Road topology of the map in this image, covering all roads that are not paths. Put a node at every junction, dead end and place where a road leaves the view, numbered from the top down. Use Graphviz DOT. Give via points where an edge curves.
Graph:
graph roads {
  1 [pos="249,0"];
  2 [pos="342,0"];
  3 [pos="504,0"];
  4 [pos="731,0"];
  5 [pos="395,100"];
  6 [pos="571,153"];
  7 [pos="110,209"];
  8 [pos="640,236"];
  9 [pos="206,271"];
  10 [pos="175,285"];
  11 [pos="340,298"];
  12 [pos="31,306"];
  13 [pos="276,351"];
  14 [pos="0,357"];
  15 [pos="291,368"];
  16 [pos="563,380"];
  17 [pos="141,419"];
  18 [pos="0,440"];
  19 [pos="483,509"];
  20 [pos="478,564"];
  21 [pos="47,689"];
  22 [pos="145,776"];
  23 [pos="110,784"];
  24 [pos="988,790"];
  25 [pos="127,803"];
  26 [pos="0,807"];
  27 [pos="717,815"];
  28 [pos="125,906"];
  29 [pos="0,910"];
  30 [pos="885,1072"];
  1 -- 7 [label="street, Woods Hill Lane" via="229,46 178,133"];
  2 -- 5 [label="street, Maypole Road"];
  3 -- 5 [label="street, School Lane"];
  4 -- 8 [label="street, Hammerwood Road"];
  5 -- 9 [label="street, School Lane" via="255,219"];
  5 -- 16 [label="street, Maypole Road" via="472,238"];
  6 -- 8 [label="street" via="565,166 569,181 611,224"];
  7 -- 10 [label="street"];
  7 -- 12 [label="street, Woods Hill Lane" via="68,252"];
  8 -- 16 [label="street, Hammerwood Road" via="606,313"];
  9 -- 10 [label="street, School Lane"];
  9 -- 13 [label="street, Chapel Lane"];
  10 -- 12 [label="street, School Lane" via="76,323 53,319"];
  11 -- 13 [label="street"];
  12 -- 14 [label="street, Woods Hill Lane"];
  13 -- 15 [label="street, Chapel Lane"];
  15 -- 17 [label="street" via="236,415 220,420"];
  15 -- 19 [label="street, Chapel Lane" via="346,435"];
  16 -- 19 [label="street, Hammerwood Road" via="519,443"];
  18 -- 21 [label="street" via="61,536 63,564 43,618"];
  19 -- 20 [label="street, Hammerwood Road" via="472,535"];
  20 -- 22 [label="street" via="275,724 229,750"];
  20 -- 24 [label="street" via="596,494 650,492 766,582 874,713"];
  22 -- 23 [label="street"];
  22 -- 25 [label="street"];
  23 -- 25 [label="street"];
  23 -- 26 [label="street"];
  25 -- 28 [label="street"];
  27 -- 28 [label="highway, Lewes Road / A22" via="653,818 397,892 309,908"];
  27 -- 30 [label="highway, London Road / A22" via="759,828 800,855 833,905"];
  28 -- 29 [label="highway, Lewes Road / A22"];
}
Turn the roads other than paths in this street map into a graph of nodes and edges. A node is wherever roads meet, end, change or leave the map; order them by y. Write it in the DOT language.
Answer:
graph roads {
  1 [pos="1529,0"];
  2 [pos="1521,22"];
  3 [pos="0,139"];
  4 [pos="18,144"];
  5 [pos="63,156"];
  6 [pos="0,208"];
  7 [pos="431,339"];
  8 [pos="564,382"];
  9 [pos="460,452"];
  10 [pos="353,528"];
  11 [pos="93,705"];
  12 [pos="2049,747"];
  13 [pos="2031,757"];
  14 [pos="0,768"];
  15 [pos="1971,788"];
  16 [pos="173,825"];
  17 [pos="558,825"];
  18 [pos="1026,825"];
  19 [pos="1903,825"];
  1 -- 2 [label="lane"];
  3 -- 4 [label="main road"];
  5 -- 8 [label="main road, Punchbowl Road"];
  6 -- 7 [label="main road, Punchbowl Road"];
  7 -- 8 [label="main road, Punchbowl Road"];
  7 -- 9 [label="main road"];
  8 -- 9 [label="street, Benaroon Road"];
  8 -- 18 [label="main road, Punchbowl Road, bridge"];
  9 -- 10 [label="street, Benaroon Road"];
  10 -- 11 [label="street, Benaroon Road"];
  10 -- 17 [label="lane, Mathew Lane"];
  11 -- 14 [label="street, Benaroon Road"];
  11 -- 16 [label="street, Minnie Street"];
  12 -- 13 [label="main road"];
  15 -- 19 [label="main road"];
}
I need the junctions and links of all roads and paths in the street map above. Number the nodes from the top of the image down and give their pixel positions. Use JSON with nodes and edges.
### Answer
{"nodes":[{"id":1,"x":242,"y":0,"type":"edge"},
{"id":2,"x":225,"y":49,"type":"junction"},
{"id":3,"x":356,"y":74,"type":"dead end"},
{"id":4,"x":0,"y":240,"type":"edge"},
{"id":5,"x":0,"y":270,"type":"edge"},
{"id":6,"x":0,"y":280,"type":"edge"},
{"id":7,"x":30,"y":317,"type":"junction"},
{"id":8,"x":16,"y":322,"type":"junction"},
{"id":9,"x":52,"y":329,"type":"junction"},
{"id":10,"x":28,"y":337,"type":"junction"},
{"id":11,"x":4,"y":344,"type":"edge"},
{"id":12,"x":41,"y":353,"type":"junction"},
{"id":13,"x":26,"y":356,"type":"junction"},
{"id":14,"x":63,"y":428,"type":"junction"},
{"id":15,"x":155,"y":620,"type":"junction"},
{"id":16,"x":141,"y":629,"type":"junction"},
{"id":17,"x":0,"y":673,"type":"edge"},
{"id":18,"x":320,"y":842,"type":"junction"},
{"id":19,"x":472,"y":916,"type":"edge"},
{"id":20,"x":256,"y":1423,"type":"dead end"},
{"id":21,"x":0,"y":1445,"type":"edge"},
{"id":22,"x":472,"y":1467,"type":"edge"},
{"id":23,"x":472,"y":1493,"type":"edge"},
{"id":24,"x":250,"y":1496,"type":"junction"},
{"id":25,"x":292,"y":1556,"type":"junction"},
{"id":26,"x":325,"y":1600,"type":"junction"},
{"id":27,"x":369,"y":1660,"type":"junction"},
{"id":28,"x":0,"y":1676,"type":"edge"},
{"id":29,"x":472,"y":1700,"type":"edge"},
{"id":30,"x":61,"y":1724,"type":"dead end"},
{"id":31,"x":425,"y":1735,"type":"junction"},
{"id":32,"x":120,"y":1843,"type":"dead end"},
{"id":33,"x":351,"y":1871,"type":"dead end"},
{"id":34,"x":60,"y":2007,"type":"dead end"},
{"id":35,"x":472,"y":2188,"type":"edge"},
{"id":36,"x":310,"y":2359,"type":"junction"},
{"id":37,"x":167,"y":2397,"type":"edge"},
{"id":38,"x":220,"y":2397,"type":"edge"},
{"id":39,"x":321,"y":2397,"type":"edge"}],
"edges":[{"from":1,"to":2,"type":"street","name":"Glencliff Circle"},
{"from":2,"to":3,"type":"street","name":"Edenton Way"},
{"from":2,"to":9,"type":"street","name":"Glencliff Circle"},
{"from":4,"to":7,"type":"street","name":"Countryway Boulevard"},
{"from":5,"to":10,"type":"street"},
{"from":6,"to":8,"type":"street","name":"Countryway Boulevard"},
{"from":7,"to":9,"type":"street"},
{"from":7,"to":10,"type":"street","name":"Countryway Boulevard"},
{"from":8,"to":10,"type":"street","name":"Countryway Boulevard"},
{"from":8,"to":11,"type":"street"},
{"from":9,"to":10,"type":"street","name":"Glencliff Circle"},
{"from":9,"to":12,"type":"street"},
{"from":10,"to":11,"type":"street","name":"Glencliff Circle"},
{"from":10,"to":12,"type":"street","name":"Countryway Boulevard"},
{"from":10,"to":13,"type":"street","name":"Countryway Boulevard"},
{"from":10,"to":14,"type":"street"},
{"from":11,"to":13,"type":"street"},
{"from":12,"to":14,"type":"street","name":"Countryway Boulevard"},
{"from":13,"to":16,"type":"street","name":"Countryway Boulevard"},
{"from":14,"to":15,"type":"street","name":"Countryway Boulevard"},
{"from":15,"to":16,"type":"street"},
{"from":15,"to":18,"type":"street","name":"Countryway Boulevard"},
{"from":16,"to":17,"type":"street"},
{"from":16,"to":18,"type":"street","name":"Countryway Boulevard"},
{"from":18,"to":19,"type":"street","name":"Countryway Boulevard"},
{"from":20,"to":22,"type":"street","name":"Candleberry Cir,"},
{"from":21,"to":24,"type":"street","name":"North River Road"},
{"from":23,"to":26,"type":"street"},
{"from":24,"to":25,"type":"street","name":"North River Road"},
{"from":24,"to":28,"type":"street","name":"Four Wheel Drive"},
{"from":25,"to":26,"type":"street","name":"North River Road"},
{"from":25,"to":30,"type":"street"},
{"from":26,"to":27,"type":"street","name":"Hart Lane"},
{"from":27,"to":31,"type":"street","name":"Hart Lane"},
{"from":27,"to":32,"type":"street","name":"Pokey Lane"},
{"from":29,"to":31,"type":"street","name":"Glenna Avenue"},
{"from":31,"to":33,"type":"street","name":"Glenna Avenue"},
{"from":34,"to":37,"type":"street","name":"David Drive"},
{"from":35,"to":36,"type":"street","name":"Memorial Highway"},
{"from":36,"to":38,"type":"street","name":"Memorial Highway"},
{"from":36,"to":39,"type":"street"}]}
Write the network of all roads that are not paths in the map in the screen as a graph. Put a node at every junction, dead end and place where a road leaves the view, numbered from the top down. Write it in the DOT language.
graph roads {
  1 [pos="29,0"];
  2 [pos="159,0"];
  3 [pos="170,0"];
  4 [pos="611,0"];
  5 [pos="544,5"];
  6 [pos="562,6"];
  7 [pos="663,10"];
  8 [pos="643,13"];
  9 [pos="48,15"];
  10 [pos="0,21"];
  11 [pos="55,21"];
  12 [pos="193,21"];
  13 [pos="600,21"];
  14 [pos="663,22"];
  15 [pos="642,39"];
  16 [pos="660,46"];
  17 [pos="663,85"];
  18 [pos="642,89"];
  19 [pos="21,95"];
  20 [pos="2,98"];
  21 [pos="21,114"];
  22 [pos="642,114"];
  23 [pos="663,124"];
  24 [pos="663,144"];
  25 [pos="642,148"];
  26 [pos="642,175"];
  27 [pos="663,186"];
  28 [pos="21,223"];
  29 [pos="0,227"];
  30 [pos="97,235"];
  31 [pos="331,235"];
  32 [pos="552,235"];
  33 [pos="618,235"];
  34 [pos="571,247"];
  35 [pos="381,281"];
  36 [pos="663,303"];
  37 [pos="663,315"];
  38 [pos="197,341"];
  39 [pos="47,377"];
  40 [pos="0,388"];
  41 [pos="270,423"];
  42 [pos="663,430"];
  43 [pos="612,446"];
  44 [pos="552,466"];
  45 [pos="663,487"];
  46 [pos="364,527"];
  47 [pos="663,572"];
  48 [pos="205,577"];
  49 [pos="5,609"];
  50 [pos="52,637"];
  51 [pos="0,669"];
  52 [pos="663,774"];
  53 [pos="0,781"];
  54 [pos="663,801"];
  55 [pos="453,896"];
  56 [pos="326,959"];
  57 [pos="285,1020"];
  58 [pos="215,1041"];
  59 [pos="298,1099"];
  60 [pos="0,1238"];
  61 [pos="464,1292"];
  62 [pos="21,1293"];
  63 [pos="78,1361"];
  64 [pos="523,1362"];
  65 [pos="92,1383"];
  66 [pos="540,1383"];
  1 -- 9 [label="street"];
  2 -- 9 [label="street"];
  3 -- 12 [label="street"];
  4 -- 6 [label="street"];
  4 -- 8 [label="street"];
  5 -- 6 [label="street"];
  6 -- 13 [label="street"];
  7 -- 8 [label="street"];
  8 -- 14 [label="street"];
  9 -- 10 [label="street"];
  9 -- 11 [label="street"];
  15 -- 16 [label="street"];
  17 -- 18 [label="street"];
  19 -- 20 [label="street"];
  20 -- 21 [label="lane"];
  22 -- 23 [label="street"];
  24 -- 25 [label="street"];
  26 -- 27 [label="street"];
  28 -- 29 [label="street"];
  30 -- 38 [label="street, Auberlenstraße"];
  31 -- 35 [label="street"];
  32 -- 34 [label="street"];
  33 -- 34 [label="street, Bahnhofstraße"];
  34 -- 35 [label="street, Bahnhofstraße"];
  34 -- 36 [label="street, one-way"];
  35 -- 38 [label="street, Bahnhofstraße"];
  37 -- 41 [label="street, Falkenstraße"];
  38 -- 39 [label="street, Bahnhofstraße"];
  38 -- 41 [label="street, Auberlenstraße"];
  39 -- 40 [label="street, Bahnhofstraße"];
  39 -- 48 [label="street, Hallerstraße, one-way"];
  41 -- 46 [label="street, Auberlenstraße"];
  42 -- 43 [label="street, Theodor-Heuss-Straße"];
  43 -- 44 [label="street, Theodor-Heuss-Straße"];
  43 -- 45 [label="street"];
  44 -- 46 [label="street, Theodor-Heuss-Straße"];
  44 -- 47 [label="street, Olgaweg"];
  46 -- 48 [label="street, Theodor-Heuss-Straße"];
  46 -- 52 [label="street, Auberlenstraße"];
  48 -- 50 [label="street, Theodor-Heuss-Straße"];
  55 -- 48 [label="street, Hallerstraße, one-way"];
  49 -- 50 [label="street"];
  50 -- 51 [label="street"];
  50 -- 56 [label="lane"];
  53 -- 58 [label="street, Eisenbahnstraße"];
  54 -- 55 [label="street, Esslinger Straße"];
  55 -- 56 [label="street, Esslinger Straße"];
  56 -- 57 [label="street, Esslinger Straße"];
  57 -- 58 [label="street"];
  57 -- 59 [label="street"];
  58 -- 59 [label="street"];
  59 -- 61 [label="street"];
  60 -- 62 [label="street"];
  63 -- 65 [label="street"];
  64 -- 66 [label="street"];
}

• [What the task asks] Count each line above in which the string "Hallerstraße" appears, then state only the total.

• [Task result] 2